William Carberry

Biographical details
- Born: March 13, 1885 Panora, Iowa, U.S.
- Died: January 14, 1974 (aged 88) San Antonio, Texas, U.S.

Playing career

Football
- 1905–1908: Iowa

Coaching career (HC unless noted)

Football
- 1914: Yankton
- 1923: Southern Normal
- 1926–1932: Southern Normal
- 1933–1939: Northern Normal
- 1942: Northern State
- 1945: Northern State

Administrative career (AD unless noted)
- 1927–1928: Southern Normal
- 1933–1955: Northern State

Accomplishments and honors

Awards
- All-Western (1908)

= William L. Carberry =

American football player and coach (1885–1973)

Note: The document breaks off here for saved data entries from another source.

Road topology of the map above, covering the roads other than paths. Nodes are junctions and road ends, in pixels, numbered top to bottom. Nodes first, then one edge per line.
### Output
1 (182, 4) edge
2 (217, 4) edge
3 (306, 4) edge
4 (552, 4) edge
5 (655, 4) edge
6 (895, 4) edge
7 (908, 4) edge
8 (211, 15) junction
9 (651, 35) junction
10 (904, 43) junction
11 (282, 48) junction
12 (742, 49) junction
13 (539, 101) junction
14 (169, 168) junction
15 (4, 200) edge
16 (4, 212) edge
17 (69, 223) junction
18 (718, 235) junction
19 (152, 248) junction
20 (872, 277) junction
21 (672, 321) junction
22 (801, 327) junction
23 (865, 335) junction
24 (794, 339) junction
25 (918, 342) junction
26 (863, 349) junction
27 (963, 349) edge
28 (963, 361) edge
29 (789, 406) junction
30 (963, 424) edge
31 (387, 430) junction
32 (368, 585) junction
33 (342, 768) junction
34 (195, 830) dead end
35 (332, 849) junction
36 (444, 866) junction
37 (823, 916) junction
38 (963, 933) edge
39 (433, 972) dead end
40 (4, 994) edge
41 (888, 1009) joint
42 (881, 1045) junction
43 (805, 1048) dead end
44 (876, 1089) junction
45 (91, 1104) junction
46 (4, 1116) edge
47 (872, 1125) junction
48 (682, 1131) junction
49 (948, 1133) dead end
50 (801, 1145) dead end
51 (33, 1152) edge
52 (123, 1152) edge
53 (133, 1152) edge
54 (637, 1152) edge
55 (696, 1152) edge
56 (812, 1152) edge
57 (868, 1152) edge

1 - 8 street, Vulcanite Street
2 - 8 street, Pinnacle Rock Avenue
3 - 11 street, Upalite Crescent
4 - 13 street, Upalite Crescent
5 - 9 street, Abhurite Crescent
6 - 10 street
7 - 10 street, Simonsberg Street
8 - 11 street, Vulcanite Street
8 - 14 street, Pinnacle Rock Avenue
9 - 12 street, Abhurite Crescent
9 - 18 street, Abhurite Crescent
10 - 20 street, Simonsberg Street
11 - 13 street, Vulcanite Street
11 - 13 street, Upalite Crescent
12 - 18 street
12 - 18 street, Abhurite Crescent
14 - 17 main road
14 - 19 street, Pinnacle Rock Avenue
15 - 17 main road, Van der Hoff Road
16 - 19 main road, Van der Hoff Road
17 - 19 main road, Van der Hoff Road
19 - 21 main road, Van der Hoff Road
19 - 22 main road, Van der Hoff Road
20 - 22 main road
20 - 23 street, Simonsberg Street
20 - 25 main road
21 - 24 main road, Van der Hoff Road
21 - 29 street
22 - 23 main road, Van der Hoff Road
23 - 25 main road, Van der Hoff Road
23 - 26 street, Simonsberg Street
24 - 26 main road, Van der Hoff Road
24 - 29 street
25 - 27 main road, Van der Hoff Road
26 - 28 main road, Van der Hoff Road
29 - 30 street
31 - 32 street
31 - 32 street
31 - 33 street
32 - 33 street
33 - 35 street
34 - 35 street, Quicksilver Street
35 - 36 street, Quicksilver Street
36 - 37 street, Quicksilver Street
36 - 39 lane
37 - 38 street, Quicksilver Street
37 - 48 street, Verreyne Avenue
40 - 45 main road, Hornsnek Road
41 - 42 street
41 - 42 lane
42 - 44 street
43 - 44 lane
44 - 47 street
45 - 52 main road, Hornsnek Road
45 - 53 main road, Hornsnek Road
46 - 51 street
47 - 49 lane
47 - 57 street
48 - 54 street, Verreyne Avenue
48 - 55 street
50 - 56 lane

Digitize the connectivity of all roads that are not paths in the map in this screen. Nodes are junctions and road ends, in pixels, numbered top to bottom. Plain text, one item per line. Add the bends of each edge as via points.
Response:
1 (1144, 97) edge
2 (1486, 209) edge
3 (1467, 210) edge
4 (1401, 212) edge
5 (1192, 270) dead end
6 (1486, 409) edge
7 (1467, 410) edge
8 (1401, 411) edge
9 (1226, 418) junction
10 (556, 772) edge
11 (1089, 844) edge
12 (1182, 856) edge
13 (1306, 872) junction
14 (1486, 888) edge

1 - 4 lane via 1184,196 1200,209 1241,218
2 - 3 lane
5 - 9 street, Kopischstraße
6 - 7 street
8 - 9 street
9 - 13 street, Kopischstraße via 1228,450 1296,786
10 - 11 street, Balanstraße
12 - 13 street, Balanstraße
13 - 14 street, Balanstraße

William Lawrence Carberry (March 13, 1885 – January 14, 1973) was an American college football player and coach. He served as the head football coach at Yankton College in Yankton, South Dakota in 1914 and at Southern State Normal School—now known as the University of South Dakota–Springfield–in 1923 and from 1926 to 1932. He also served as the head football coach at Northern State Normal School—now known as Northern State University—in Aberdeen, South Dakota from 1933 to 1939 and 1942 to 1945. His brother was Glen Carberry, a former NFL football player and head coach at St. Bonaventure University in St. Bonaventure, New York.